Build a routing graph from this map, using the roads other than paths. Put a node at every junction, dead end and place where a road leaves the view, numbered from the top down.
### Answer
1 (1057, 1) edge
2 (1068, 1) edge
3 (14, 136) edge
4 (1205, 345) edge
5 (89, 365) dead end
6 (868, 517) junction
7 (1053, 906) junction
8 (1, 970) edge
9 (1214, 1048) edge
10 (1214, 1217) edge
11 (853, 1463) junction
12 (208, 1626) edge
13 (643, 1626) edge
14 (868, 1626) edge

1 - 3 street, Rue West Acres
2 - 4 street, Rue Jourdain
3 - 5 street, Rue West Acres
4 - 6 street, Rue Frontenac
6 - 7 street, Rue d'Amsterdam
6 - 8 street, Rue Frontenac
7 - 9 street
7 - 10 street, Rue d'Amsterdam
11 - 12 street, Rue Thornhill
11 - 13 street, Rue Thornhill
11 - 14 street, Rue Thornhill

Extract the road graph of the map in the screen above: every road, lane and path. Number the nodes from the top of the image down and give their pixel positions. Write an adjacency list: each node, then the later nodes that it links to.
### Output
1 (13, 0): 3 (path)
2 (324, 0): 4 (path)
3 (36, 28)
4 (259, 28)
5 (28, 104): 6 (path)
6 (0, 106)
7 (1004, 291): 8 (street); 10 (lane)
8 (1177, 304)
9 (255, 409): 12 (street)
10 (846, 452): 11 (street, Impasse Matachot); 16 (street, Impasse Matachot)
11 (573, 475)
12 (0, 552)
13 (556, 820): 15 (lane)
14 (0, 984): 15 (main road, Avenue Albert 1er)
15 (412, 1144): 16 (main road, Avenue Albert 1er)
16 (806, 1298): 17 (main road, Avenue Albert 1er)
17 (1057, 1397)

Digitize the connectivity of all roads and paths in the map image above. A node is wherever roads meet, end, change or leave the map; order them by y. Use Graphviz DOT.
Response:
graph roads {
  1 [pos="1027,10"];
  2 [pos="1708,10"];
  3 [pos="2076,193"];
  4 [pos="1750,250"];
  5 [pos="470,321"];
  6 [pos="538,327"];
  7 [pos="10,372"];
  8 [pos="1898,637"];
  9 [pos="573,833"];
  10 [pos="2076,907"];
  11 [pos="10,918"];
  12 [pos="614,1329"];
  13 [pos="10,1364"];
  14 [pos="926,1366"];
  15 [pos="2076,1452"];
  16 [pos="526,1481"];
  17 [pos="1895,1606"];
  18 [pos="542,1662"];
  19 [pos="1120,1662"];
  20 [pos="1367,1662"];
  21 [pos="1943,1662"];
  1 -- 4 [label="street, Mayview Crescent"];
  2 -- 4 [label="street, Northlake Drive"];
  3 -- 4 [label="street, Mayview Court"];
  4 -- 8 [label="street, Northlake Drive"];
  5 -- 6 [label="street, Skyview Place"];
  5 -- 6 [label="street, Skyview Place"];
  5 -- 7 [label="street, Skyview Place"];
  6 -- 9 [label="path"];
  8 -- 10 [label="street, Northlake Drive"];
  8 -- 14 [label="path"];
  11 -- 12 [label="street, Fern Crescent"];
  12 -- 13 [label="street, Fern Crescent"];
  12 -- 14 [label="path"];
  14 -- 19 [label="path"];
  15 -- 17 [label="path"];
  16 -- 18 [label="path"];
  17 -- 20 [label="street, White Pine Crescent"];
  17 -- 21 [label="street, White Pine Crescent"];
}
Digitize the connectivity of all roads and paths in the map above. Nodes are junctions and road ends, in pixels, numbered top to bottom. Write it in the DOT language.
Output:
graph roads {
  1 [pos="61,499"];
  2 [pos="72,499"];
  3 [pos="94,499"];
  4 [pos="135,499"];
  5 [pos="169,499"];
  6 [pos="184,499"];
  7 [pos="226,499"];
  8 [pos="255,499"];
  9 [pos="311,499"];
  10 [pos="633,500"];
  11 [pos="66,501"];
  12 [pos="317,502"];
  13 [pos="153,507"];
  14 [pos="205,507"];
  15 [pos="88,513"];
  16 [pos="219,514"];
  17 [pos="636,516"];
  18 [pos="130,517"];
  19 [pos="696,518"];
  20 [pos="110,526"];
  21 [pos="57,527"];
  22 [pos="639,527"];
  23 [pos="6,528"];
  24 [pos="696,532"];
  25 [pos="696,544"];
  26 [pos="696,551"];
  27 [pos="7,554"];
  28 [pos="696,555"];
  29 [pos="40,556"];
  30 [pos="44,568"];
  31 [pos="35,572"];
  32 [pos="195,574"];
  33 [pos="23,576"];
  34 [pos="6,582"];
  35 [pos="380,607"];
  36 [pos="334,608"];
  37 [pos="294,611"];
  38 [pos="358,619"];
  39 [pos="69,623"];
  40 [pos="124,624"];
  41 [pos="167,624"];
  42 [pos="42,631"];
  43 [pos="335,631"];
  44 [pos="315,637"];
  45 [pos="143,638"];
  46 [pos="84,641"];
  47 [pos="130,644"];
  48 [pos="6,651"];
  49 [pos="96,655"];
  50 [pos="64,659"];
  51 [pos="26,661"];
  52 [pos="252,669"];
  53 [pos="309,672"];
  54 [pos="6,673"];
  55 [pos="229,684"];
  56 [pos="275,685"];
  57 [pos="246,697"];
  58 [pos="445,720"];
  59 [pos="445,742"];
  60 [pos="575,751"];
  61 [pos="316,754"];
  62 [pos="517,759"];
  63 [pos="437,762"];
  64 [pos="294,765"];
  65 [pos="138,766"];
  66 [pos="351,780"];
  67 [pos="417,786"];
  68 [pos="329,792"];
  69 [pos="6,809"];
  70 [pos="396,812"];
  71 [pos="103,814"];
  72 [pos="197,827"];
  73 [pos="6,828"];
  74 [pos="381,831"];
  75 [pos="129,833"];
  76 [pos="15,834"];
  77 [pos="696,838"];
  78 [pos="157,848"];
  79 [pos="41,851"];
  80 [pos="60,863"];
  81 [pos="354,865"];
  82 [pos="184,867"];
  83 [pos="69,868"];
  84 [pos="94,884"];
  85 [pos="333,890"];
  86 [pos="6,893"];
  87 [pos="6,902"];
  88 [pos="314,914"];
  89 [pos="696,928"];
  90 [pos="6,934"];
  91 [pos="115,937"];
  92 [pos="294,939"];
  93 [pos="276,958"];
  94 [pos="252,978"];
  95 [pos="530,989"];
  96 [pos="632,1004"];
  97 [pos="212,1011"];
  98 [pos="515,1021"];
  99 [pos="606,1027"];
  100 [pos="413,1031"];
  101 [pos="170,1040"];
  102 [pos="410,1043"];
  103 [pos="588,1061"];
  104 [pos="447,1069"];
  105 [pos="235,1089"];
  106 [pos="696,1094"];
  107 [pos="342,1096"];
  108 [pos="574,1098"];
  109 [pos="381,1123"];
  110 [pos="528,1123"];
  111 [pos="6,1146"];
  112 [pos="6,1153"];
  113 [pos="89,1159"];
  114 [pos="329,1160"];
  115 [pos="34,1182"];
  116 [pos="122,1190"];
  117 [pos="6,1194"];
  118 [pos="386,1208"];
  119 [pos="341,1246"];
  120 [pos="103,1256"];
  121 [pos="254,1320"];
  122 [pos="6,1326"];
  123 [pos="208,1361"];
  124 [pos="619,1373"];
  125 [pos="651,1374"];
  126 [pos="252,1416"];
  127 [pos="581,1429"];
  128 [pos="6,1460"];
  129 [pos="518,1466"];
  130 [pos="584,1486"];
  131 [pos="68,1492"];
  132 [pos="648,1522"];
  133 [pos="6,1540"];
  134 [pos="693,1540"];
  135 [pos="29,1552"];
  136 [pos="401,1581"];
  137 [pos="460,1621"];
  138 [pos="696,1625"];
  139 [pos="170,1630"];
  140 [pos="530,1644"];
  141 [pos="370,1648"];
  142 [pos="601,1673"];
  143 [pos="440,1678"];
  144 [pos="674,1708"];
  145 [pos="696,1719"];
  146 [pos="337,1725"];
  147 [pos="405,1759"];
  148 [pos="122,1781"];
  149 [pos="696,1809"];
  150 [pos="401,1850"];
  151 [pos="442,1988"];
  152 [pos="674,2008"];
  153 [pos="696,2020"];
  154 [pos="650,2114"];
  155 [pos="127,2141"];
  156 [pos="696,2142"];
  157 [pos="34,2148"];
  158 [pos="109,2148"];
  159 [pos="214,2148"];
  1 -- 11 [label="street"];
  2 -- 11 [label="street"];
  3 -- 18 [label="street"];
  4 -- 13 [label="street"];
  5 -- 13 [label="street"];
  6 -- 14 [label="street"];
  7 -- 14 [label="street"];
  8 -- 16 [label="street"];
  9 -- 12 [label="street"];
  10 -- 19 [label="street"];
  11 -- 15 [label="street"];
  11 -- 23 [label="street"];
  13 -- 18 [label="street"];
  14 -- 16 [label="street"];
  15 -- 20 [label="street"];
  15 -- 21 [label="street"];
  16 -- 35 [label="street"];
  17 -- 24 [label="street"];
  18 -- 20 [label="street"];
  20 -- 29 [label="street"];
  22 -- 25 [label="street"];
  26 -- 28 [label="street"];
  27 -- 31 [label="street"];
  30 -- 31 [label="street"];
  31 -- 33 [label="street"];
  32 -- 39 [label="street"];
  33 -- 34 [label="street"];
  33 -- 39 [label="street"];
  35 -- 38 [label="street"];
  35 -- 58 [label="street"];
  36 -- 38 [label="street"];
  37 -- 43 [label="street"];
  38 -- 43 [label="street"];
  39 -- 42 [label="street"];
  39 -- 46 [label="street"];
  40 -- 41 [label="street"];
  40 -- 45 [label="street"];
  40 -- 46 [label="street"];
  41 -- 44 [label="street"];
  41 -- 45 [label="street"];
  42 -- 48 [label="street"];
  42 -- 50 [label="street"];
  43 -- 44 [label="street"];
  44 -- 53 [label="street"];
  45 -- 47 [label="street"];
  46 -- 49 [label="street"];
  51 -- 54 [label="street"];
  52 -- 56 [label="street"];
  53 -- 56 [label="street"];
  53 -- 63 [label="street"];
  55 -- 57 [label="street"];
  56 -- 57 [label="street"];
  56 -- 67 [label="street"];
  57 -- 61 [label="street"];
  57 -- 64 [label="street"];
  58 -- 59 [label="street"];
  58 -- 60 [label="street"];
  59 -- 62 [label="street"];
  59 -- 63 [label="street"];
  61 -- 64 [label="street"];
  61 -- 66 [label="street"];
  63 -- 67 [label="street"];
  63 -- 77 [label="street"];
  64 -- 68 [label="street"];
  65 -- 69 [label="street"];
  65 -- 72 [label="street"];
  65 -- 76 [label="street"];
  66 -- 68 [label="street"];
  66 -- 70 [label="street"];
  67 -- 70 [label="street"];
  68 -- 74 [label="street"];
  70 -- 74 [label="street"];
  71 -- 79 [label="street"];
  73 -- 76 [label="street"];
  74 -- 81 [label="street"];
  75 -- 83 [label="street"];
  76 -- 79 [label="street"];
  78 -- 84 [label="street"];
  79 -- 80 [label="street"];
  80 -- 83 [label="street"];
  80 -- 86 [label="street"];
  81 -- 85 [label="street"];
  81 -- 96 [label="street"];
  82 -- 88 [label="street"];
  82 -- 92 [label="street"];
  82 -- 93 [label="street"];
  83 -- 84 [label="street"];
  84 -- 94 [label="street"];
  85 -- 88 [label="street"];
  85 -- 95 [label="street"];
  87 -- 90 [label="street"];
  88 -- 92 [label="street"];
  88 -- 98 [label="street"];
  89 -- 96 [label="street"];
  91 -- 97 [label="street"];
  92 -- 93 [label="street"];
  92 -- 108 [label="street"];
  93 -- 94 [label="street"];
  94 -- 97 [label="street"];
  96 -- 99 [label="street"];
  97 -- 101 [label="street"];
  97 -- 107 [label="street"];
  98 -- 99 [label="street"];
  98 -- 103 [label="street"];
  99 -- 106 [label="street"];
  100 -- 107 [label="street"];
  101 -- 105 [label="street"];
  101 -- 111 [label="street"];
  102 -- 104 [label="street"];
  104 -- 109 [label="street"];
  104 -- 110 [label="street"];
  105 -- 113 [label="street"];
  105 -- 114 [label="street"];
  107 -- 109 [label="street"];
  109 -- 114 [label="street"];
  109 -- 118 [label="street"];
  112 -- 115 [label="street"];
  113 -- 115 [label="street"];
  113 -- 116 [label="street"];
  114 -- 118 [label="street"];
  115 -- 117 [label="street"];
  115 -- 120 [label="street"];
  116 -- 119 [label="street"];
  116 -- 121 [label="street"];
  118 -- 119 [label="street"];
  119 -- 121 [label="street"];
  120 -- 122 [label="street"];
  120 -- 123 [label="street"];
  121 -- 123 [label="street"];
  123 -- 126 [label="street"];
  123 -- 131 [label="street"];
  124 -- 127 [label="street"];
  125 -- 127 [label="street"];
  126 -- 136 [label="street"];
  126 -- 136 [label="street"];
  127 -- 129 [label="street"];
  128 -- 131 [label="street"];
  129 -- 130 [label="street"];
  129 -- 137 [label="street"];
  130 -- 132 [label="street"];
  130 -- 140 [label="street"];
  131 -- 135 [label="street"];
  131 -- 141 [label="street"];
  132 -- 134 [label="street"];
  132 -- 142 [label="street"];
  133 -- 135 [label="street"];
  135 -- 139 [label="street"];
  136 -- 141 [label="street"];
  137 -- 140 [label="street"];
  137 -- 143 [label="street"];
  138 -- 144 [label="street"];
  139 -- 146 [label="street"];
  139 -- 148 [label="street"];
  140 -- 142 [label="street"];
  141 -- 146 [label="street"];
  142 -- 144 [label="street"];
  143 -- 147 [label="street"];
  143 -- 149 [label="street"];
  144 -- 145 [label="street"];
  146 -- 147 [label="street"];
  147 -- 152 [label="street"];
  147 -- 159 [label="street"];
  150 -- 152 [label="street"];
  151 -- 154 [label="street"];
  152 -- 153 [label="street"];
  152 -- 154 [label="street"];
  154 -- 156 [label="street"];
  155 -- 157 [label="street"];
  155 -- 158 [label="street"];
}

## [Task description]
Among the lines of the material, find those that hold the word "from" and copy them.

## [Result]
Build a routing graph from this map, using the roads other than paths. Put a node at every junction, dead end and place where a road leaves the view, numbered from the top down.
Extract the road graph of the map in the screen above: every road, lane and path. Number the nodes from the top of the image down and give their pixel positions. Write an adjacency list: each node, then the later nodes that it links to.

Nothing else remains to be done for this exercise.